Background: Caloric restriction (CR) has been shown to keep organisms in a relatively youthful and healthy state compared to ad libitum fed counterparts, as well as to extend the lifespan of a diverse set of organisms. Several attempts have been made to understand the underlying mechanisms from the viewpoint of energy tradeoffs in organisms' life histories. However, most models are based on assumptions which are difficult to justify, or are endowed with free-adjusting parameters whose biological relevancy is unclear.
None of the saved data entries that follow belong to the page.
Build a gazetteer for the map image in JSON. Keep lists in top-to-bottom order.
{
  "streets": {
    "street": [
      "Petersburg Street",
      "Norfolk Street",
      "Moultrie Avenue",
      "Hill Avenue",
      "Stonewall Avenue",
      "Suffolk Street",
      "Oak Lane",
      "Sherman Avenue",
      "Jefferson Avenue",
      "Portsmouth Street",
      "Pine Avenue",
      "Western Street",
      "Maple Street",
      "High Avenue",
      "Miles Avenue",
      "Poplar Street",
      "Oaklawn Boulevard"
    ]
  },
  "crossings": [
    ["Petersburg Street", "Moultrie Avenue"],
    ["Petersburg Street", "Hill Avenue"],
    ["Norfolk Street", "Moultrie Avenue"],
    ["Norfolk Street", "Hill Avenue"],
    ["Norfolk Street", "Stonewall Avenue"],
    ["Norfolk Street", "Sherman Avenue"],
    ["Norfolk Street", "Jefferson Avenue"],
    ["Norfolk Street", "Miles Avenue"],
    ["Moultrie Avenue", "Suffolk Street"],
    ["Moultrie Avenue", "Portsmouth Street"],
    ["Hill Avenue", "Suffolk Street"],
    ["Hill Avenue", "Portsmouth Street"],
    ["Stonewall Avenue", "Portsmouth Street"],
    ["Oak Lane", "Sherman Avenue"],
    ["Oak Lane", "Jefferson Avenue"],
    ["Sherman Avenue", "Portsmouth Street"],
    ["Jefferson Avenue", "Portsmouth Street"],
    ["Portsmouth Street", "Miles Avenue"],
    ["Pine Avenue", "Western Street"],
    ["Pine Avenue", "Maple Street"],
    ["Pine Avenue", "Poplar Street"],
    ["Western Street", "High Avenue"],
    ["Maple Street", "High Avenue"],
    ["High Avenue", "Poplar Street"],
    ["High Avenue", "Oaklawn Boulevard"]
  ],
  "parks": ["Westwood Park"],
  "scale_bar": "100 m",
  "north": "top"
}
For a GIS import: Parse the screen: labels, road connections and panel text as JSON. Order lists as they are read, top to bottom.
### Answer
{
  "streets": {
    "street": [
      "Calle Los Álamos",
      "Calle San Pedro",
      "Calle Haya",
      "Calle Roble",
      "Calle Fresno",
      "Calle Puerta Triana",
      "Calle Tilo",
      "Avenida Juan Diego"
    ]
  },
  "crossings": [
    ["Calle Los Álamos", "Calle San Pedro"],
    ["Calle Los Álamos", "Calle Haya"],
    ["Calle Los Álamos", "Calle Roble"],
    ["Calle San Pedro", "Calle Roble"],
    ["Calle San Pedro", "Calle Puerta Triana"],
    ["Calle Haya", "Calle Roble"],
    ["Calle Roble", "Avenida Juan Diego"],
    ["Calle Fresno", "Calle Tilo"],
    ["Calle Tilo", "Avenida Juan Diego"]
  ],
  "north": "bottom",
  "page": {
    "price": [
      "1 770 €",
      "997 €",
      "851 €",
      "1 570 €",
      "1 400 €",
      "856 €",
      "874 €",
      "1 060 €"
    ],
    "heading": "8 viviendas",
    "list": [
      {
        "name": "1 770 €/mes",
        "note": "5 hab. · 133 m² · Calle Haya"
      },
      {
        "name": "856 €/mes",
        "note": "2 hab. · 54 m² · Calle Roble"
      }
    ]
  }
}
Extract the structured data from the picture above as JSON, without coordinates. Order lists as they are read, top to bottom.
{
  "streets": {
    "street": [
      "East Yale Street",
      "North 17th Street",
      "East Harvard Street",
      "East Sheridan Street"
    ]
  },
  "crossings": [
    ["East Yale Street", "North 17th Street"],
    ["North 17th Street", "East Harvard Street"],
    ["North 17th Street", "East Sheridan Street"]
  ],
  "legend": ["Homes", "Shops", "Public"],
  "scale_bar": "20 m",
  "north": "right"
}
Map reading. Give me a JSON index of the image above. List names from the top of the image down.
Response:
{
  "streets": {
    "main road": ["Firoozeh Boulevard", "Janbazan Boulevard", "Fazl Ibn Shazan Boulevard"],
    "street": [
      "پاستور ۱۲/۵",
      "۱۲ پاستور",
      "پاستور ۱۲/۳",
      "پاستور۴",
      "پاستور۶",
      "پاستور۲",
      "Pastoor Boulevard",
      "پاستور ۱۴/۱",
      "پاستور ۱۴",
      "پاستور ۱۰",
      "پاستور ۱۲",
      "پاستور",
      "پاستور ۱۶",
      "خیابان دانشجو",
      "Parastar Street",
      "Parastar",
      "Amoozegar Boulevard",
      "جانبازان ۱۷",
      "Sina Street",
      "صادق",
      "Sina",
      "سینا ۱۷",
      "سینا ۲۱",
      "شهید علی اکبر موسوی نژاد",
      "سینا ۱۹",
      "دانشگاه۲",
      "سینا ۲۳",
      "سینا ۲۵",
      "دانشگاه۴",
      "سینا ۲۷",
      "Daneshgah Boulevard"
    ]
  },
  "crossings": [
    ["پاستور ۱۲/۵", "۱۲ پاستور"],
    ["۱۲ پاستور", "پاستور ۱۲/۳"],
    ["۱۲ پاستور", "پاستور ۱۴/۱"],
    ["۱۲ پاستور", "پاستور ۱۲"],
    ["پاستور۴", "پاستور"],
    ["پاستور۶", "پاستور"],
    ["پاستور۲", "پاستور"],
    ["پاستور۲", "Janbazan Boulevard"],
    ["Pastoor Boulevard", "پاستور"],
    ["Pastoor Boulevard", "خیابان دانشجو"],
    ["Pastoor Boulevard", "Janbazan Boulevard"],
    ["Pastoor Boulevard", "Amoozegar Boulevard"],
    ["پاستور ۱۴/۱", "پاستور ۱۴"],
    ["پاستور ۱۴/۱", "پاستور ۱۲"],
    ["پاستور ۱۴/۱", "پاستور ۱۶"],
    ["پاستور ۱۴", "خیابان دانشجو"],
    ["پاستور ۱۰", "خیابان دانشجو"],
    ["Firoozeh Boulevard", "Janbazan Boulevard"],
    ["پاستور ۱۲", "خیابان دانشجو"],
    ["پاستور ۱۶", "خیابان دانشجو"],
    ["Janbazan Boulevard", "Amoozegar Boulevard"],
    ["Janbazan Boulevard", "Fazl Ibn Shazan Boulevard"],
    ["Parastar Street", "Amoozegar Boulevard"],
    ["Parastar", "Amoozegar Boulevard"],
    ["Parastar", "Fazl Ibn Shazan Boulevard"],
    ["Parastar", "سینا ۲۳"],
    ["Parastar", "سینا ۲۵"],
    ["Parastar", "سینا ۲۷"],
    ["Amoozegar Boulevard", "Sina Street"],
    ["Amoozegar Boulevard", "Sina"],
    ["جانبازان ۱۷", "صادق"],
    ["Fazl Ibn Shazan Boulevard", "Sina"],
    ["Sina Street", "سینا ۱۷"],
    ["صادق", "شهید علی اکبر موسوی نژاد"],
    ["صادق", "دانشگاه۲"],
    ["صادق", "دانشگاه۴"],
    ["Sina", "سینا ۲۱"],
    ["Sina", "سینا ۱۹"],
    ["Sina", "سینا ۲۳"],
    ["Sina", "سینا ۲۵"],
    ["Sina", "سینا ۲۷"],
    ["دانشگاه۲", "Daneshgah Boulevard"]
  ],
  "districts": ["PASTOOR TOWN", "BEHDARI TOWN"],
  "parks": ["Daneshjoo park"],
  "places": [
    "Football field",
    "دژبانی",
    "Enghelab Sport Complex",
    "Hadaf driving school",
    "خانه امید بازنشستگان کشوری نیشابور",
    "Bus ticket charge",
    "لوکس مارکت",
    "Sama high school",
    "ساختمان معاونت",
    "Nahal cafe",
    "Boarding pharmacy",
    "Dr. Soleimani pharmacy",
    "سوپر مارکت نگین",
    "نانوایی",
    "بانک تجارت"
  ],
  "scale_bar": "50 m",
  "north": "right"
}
Results: In this paper, we derive a general quantitative, predictive model based on physiological data for endotherms. We test the hypothesis that an animal's state of health is correlated with biological mechanisms responsible for the maintenance of that animal's functional integrities. Such mechanisms require energy. By suppressing animals' caloric energy supply and biomass synthesis, CR alters animals' energy allocation strategies and channels additional energy to those maintenance mechanisms, therefore enhancing their performance. Our model corroborates the observation that CR's effects on health maintenance are positively correlated with the degree and duration of CR. Furthermore, our model shows that CR's effects on health maintenance are negatively correlated to the temperature drop observed in endothermic animals, and is positively correlated to animals' body masses. These predictions can be tested by further experimental research.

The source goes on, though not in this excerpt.